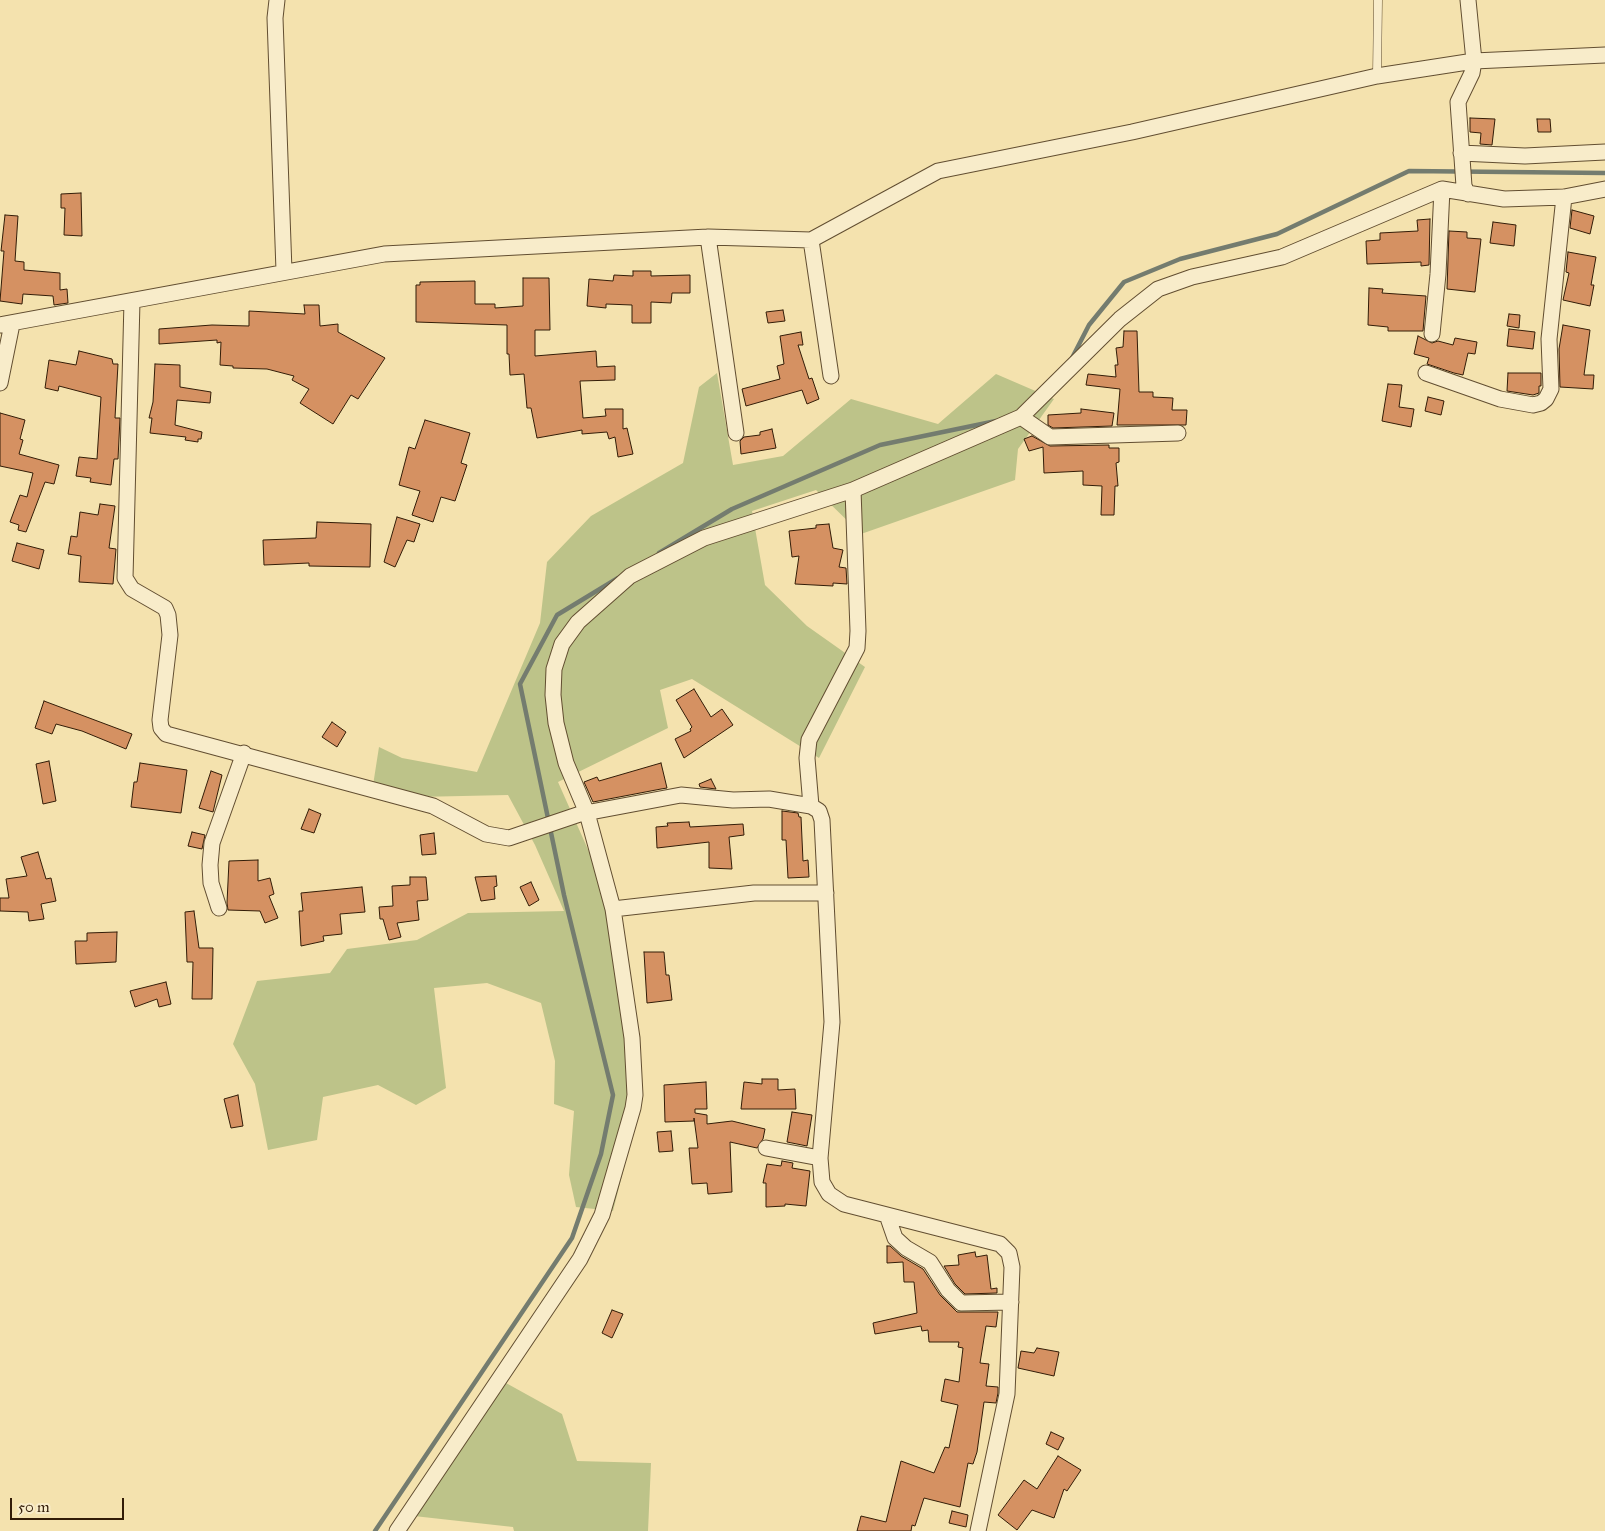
<!DOCTYPE html>
<html>
<head>
<meta charset="utf-8">
<style>
	body { margin:0 }
	#map { position:relative; width:1605px; height:1531px; overflow:hidden; background:#f4e2ae; font-family:"IM FELL Great Primer",serif }
	canvas { display:block }
	.scale { position:absolute; left:10px; top:1498px; width:114px; height:22px; box-sizing:border-box; border:2px solid #321c07; border-top:0; padding-left:6px; font-size:15px; line-height:18px; white-space:nowrap; color:#321c07; -webkit-text-stroke:4px #f8ecca; paint-order:stroke }
</style>
</head>
<body>
<div id="map">
<canvas width="1605" height="1531"></canvas>
<div class="scale">50 m</div>
</div>
<script>
const ctx = document.querySelector('canvas').getContext('2d');
ctx.lineJoin = 'round';
function paint(path, color) { ctx.fillStyle = color; ctx.fill(path, 'evenodd'); }
const toPath = rows => new Path2D(rows.map(r => 'M' + r).join(''));
function strokePath(path, color, width, dash) { ctx.strokeStyle = color; ctx.lineWidth = width; ctx.lineCap = dash ? 'butt' : 'round'; ctx.setLineDash(dash || []); ctx.stroke(path); }
const green = toPath([
	[717,373,733,465,783,456,851,399,938,424,996,374,1054,399,1018,449,1015,480,861,534,816,490,752,511,765,585,807,626,865,667,819,758,692,679,660,690,668,728,558,782,594,863,627,951,632,1015,632,1136,613,1211,576,1207,569,1175,574,1111,554,1104,555,1061,541,1003,487,983,434,988,446,1088,416,1105,378,1085,323,1097,317,1140,268,1150,255,1084,233,1044,257,981,330,973,347,949,417,940,468,913,564,911,535,845,508,795,371,798,379,747,402,758,477,772,540,623,547,562,591,516,683,463,699,387],
	[506,1383,562,1414,577,1461,651,1463,648,1531,514,1531,513,1527,414,1516]
]);
const stream = toPath([
	[1072,358,1089,325,1124,282,1180,259,1277,234,1409,171,1605,173],
	[659,553,732,509,880,445,996,421],
	[375,1531,572,1238,601,1154,613,1095,564,895,520,684,557,615,618,578]
]);
const building = toPath([
	[1470,118,1495,119,1492,145,1480,144,1481,133,1470,132,1470,118],
	[1537,119,1550,119,1551,132,1538,132,1537,119],
	[81,193,82,236,64,235,65,208,61,208,61,194,81,193],
	[1572,210,1594,216,1590,234,1570,228,1572,210],
	[5,215,18,216,15,261,24,262,24,270,60,273,60,290,67,289,68,303,54,305,53,296,23,294,22,304,0,301,4,251,1,251,5,215],
	[1430,219,1429,265,1421,266,1421,262,1367,264,1366,241,1380,240,1380,233,1418,231,1417,220,1430,219],
	[1493,222,1516,225,1514,246,1490,243,1493,222],
	[1449,231,1467,232,1467,238,1481,239,1475,292,1447,289,1449,231],
	[1568,252,1596,257,1591,285,1594,285,1590,306,1563,300,1569,273,1566,272,1568,252],
	[633,271,651,271,651,276,690,275,690,293,672,293,671,303,651,302,651,323,632,323,632,305,606,304,606,308,587,306,589,279,613,281,614,275,633,276,633,271],
	[523,278,549,278,550,330,535,330,535,356,596,351,597,367,615,366,615,380,580,381,583,418,606,416,605,409,623,409,623,429,627,428,633,454,618,457,615,437,609,439,607,432,582,434,582,430,537,438,531,408,527,408,524,374,510,375,509,354,507,354,507,325,416,322,416,285,420,285,420,282,475,281,475,304,495,304,495,308,523,306,523,278],
	[1369,288,1383,289,1382,293,1426,296,1423,331,1388,331,1388,327,1368,325,1369,288],
	[304,305,319,305,320,326,338,324,338,332,385,358,358,399,351,395,333,424,300,403,309,389,292,380,294,376,267,369,233,368,233,366,220,365,221,342,217,343,217,340,159,344,159,329,212,325,249,326,249,311,305,314,304,305],
	[783,310,785,321,768,323,766,312,783,310],
	[1509,314,1520,315,1519,328,1507,326,1509,314],
	[1563,325,1590,330,1584,375,1594,375,1593,389,1560,387,1559,349,1563,325],
	[1509,329,1535,332,1533,349,1507,346,1509,329],
	[1124,331,1137,331,1139,392,1153,392,1153,397,1173,398,1172,410,1187,410,1186,425,1117,425,1120,389,1086,385,1088,374,1116,377,1115,365,1118,365,1116,348,1123,347,1124,331],
	[801,332,803,345,798,345,809,379,812,378,819,399,807,404,802,390,746,406,742,389,780,379,777,366,784,364,780,336,801,332],
	[1418,336,1432,343,1438,341,1453,345,1455,338,1477,342,1475,354,1468,353,1463,375,1454,373,1427,364,1429,358,1414,354,1418,336],
	[79,351,112,359,113,364,118,364,115,418,120,418,118,459,114,459,111,485,90,482,91,478,76,476,79,457,97,459,101,397,59,386,58,391,45,388,49,360,76,365,79,351],
	[155,364,180,365,180,387,211,392,210,403,177,400,175,425,202,432,201,439,198,439,198,442,185,440,186,437,150,433,152,418,149,418,153,402,155,364],
	[1508,373,1541,373,1541,386,1539,386,1539,393,1533,395,1507,391,1508,373],
	[1388,384,1402,385,1399,407,1414,409,1411,427,1382,421,1388,384],
	[1428,397,1444,401,1441,415,1425,411,1428,397],
	[1081,409,1114,413,1112,426,1053,428,1048,425,1048,415,1081,413,1081,409],
	[0,413,25,420,20,439,23,440,19,454,59,465,54,484,45,482,26,532,18,530,19,525,10,522,20,495,27,497,33,473,0,466,0,413],
	[425,420,470,433,461,463,467,465,455,501,441,497,433,522,412,515,420,491,399,485,409,447,415,449,425,420],
	[772,429,776,448,741,454,740,441,744,437,760,435,760,432,772,429],
	[1032,436,1050,446,1109,445,1109,448,1119,448,1119,462,1116,463,1118,486,1115,486,1114,515,1101,515,1102,486,1083,485,1083,471,1044,473,1043,447,1029,451,1024,439,1032,436],
	[100,504,115,506,109,548,116,549,113,584,79,582,81,556,68,554,71,536,77,537,80,512,98,515,100,504],
	[397,517,420,524,414,542,407,540,395,567,384,562,397,517],
	[317,522,371,524,370,567,309,566,309,563,264,565,263,540,316,538,317,522],
	[829,524,833,548,843,550,839,567,846,568,847,584,833,583,833,586,795,584,799,556,792,557,789,531,816,528,816,525,829,524],
	[17,543,44,550,39,569,12,561,17,543],
	[694,689,711,717,722,709,733,725,684,758,675,739,691,731,690,729,692,727,676,700,694,689],
	[44,701,132,734,126,749,82,731,56,724,52,734,35,728,44,701],
	[332,722,346,732,337,747,322,737,332,722],
	[49,761,56,801,43,804,36,764,49,761],
	[140,763,187,770,181,813,131,807,134,782,137,782,140,763],
	[661,763,667,788,661,789,593,802,584,782,597,777,599,781,661,763],
	[211,771,222,775,213,812,199,808,211,771],
	[711,779,716,789,700,787,699,784,711,779],
	[309,809,321,814,314,833,301,829,309,809],
	[782,811,798,813,799,817,801,817,803,861,808,860,809,877,788,878,786,840,782,840,782,811],
	[689,822,690,827,743,824,744,835,729,837,732,869,709,868,709,842,657,848,656,827,668,826,667,823,689,822],
	[192,832,205,835,202,849,188,846,192,832],
	[434,833,436,854,422,855,420,835,434,833],
	[38,852,46,879,51,878,56,901,41,904,44,919,29,921,28,912,0,911,0,898,9,898,6,879,27,876,21,857,38,852],
	[258,860,258,881,270,878,274,894,269,896,278,918,265,923,260,911,228,910,227,903,229,861,258,860],
	[496,876,497,886,494,887,495,899,481,901,475,877,496,876],
	[410,877,426,877,428,900,417,901,419,920,397,923,401,937,389,940,383,919,380,919,379,907,393,906,392,886,410,885,410,877],
	[531,882,539,900,529,906,520,887,531,882],
	[362,887,365,912,340,914,342,934,323,936,324,941,301,946,299,911,303,911,301,893,362,887],
	[194,911,199,948,213,948,212,999,192,999,193,962,187,962,185,912,194,911],
	[117,932,116,962,76,964,75,941,87,941,87,933,117,932],
	[644,952,664,952,666,975,669,975,672,1000,647,1003,644,952],
	[166,982,171,1004,159,1007,157,999,135,1007,130,991,166,982],
	[762,1079,778,1079,778,1090,795,1089,796,1109,741,1109,744,1082,762,1084,762,1079],
	[706,1082,707,1109,695,1109,695,1113,707,1115,707,1124,732,1121,765,1129,763,1139,757,1148,730,1142,732,1192,708,1194,707,1183,692,1184,689,1148,698,1148,694,1118,694,1121,665,1122,664,1085,706,1082],
	[238,1095,243,1126,231,1128,224,1099,238,1095],
	[792,1112,812,1115,807,1146,787,1142,792,1112],
	[671,1131,673,1151,659,1152,657,1132,671,1131],
	[782,1161,793,1163,792,1168,810,1171,806,1206,785,1204,785,1206,766,1207,766,1183,763,1183,767,1164,781,1166,782,1161],
	[887,1246,890,1246,901,1256,923,1269,940,1295,957,1312,998,1312,996,1327,986,1326,980,1363,989,1364,986,1386,998,1387,998,1393,996,1403,984,1402,977,1452,973,1464,968,1463,960,1507,924,1498,915,1526,912,1525,911,1531,857,1531,861,1516,886,1522,901,1461,934,1473,945,1447,949,1448,958,1405,941,1401,945,1379,959,1382,963,1348,958,1347,959,1342,929,1342,928,1330,922,1331,921,1326,875,1334,873,1323,917,1313,914,1282,904,1282,903,1262,887,1263,887,1246],
	[975,1252,976,1257,987,1255,991,1289,997,1288,997,1293,965,1294,955,1284,944,1266,959,1265,958,1255,975,1252],
	[612,1310,623,1314,612,1338,602,1333,612,1310],
	[1037,1348,1059,1352,1054,1376,1018,1368,1021,1351,1034,1353,1037,1348],
	[1051,1432,1064,1438,1058,1450,1046,1444,1051,1432],
	[1058,1456,1081,1470,1067,1491,1064,1489,1054,1518,1032,1510,1017,1530,998,1515,1024,1480,1037,1489,1058,1456],
	[952,1511,968,1515,966,1527,949,1523,952,1511]
]);
const lane = toPath([
	[1377,76,1378,0]
]);
const street = toPath([
	[277,0,275,18,284,271],
	[1461,153,1525,156,1605,152],
	[1468,194,1464,186,1458,102,1472,73,1474,61,1468,0],
	[708,237,736,433],
	[811,240,831,376],
	[132,301,125,578,132,589,165,608,168,615,170,635,160,720,161,728,166,734,433,806,486,834,509,838,580,814,681,795,733,800,769,799,811,806,819,811,822,820,832,1022,820,1158,822,1182,829,1194,844,1204,1000,1244,1009,1253,1012,1267,1007,1394,978,1531],
	[0,325,384,254,708,237,811,240,938,171,1132,132,1377,76,1474,61,1605,55],
	[1432,334,1438,274,1442,189],
	[1426,373,1500,399,1533,405,1541,403,1546,399,1551,389,1549,339,1564,197],
	[0,383,12,324],
	[1021,417,1050,437,1178,433],
	[811,806,807,758,809,740,857,648,858,631,853,490],
	[219,908,211,883,210,865,212,843,244,753],
	[613,909,754,893,826,893],
	[766,1148,820,1158],
	[887,1215,895,1238,906,1248,930,1262,948,1290,961,1303,1011,1302],
	[397,1531,580,1259,602,1215,633,1108,635,1095,632,1038,613,909,587,813,566,763,556,723,553,695,554,669,562,644,578,622,630,576,704,538,853,490,1021,417,1120,319,1158,289,1192,277,1282,257,1442,189,1504,199,1564,197,1605,189]
]);
paint(green, '#bdc389');
strokePath(stream, '#747c6f', 4.5);
paint(building, '#d59162');
strokePath(building, '#321c07', 1);
strokePath(lane, '#624e31', 9);
strokePath(street, '#624e31', 17);
strokePath(lane, '#f8ecca', 8);
strokePath(street, '#f8ecca', 15);
</script>
</body>
</html>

◆ ◆ ◆ ◆ ◆ ◆ ◆

▶ Exercise prompt: List every line above containing the word "canvas".

▶ Result for this exercise:
	canvas { display:block }
<canvas width="1605" height="1531"></canvas>
const ctx = document.querySelector('canvas').getContext('2d');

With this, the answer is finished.